Sorry about the redundant-ness, I was watching a Sy Fy movie and wrote during the commercials.
hmmmm… exploding animals… the only thing I’d have against that, Lighting Man, is that I’ve got an Animal Empath. She’d be devastated. On the other hand, B. Mac, I could see a few (sicklier) animals dying from the mutagen, but I’m thinking it would be very unlikely that it would affect the animal population as a whole.
Thanks for the idea, though. When it’s done, I may ask for a review forum, and show all of you what came of it!
Advice please:
What propels my characters to the final conflict in my novel is that they pick up certain information that means they can’t turn back. If they don’t do this, then the city is doomed. What none of the characters think of is HOW did they get this information? They never copied it down.
I do have a reason for this, but should I introduce it when the characters read this information, or (where I’ve been intending to put it) at the end of the book?
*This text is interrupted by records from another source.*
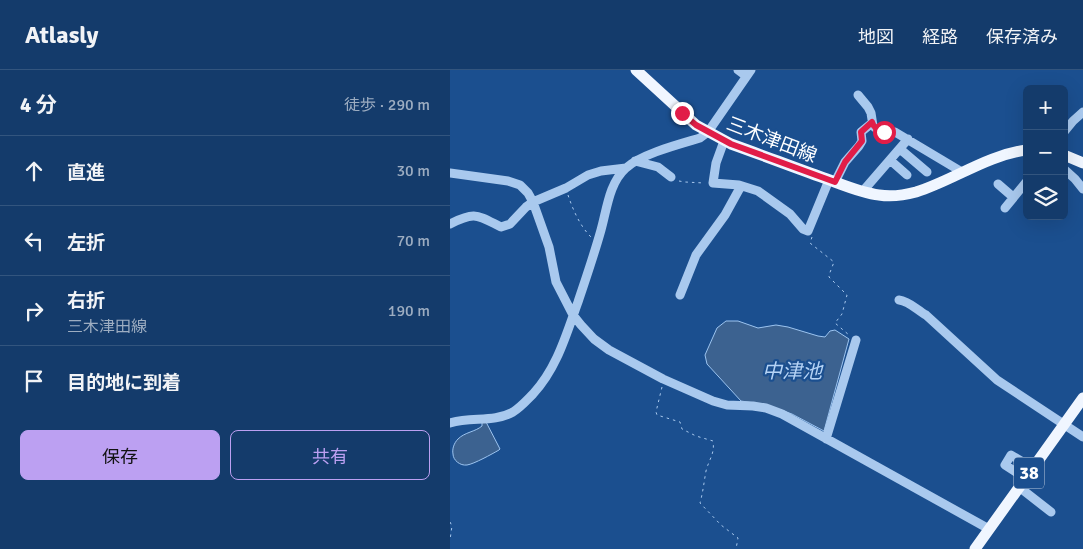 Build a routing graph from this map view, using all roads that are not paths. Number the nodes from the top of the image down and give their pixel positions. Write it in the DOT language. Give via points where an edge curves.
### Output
graph roads {
  1 [pos="636,70"];
  2 [pos="738,70"];
  3 [pos="748,73"];
  4 [pos="858,95"];
  5 [pos="1083,112"];
  6 [pos="872,122"];
  7 [pos="1066,130"];
  8 [pos="708,132"];
  9 [pos="908,139"];
  10 [pos="724,141"];
  11 [pos="900,149"];
  12 [pos="1023,151"];
  13 [pos="1068,157"];
  14 [pos="890,160"];
  15 [pos="635,161"];
  16 [pos="1083,163"];
  17 [pos="626,168"];
  18 [pos="927,172"];
  19 [pos="962,172"];
  20 [pos="450,173"];
  21 [pos="1068,173"];
  22 [pos="907,175"];
  23 [pos="671,177"];
  24 [pos="832,181"];
  25 [pos="998,184"];
  26 [pos="1023,185"];
  27 [pos="740,186"];
  28 [pos="1083,188"];
  29 [pos="862,191"];
  30 [pos="1014,197"];
  31 [pos="533,202"];
  32 [pos="1005,208"];
  33 [pos="450,224"];
  34 [pos="680,295"];
  35 [pos="898,300"];
  36 [pos="573,315"];
  37 [pos="856,340"];
  38 [pos="1083,398"];
  39 [pos="450,423"];
  40 [pos="1065,424"];
  41 [pos="1083,437"];
  42 [pos="826,439"];
  43 [pos="1033,468"];
  44 [pos="1022,483"];
  45 [pos="1051,512"];
  46 [pos="990,529"];
  47 [pos="975,549"];
  1 -- 8 [label="main road, 三木津田線" via="696,125"];
  2 -- 3 [label="street"];
  3 -- 8 [label="street"];
  4 -- 6 [label="street" via="868,107"];
  5 -- 7 [label="street"];
  6 -- 9 [label="street" via="878,130 895,132"];
  6 -- 24 [label="street" via="861,132 862,141"];
  8 -- 10 [label="main road, 三木津田線"];
  8 -- 15 [label="street" via="700,138"];
  9 -- 11 [label="street"];
  9 -- 19 [label="street"];
  10 -- 24 [label="main road, 三木津田線"];
  10 -- 27 [label="street" via="713,183"];
  11 -- 14 [label="street"];
  11 -- 18 [label="street"];
  12 -- 19 [label="main road, 三木津田線" via="996,157"];
  13 -- 16 [label="main road"];
  14 -- 22 [label="street"];
  14 -- 29 [label="street"];
  15 -- 17 [label="street"];
  15 -- 23 [label="street" via="658,167"];
  17 -- 31 [label="street" via="588,175"];
  17 -- 36 [label="street" via="612,189"];
  19 -- 29 [label="main road, 三木津田線" via="914,193 895,196"];
  20 -- 31 [label="street" via="520,185"];
  21 -- 28 [label="street"];
  24 -- 27 [label="street" via="808,231 758,191"];
  24 -- 29 [label="main road, 三木津田線"];
  25 -- 30 [label="street"];
  26 -- 30 [label="street"];
  27 -- 34 [label="street" via="725,215 696,255"];
  30 -- 32 [label="street"];
  31 -- 33 [label="street" via="510,224 500,227 473,215"];
  31 -- 36 [label="street" via="549,247 556,282"];
  35 -- 40 [label="street" via="906,301 926,315 997,380"];
  36 -- 39 [label="street" via="554,364 540,386 515,411 493,419"];
  36 -- 42 [label="street" via="594,339 609,350 663,379 727,405 766,408"];
  37 -- 42 [label="street"];
  38 -- 40 [label="main road, 38"];
  40 -- 41 [label="street"];
  40 -- 43 [label="main road, 38"];
  42 -- 46 [label="street"];
  43 -- 44 [label="main road, 38"];
  43 -- 44 [label="street" via="1011,455 1005,465"];
  44 -- 45 [label="street"];
  44 -- 46 [label="main road, 38"];
  46 -- 47 [label="main road, 38"];
}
It sounds like it’s important where the information comes from, so I would recommend mentioning it when they read it.
Perhaps I need a few extracts to show what the situation is:
“Yeah, just put it on a USB flash drive, or something like- Yes Ace, that’s what I need.”
Ace grinned smugly and waved the disk around for a bit, before handing it over to Tacha, who inserted it immediately.
long time later
Michael let out a short gasp.
“What is it?” Mark asked.
“I know what they want,” Michael said grimly, “And I know who’s behind it. This is a scheme … by Datecrom.”
“But what about the government? Aren’t they going to try and stop him?” Sarah asked.
Michael sighed. “Oh, yeah, they’re doing something. As soon as the weapon’s in place, they’re bombing the city.”
They don’t stop to ask “How did the information get on the flash disk in the first place?” Should I cover that plot hole then, when readers may think about it, or at the end, as a sort of “all according to plan” for the villain who arranged it?
Hi, me again. I realized last night that I have a much bigger one, in the backstory of my novel. I sort of plotted myself into the corner here, and it’s not something that can be explained in two or three paragraph’s. You mind if I put it up?
Go for it, Ekimmak.
Ok… but I’ve got to warn you, it’s backstory heavy.
The main idea of the series is that the public doesn’t want any supervigilantes. There’s been laws against it since the Pangaean Crusade. Sector City was built around that time, as the different sectors that make it up draw from different adjacent continents. It’s said to be the personal hometown of the older Extreme Team, who’m the current one draws their name from (and uses their old base). The problem is, the old team disbanded at the time of the Pangaean crusade.
I know, it looks stupid at the moment. But I’ve had this boiling around in my mind for at least three years, coming up with new plot and remembering old stuff. I only just recently realized the major conflict in it.
I’m not sure I see what the problem is. Your timeline could look something like this:
A: The Pangaean Crusade begins.
B: Something about the Pangaean Crusade (like the movement of people/troops/vigilantes/whatever) causes the founding of Sector City.
C: For whatever reason, the members of the Extreme Team are among the first people in Sector City. (Depending on your preference and the needs of your plot, the Extreme Team may have been already established before they got to Sector City, or they may create the team there).
D: The PC winds down and the Extreme Team disbands, leaving their empty base available for their eventual imitators.
Does that work? If not, what would the plot hole be?
The problem is that the Pangaean Crusade is the reason for their disbanding. It’s all they could do to avoid being arrested. I guess I could say that it’s not really them being based in sector city, as much as it’s sector city being based around them, but it’s still irritating me.
Just for reference, it’s more than just putting all the continents back together. Think of Marvel’s Civil war storyline, only where the pro-reg are just as badly off as the anti-reg.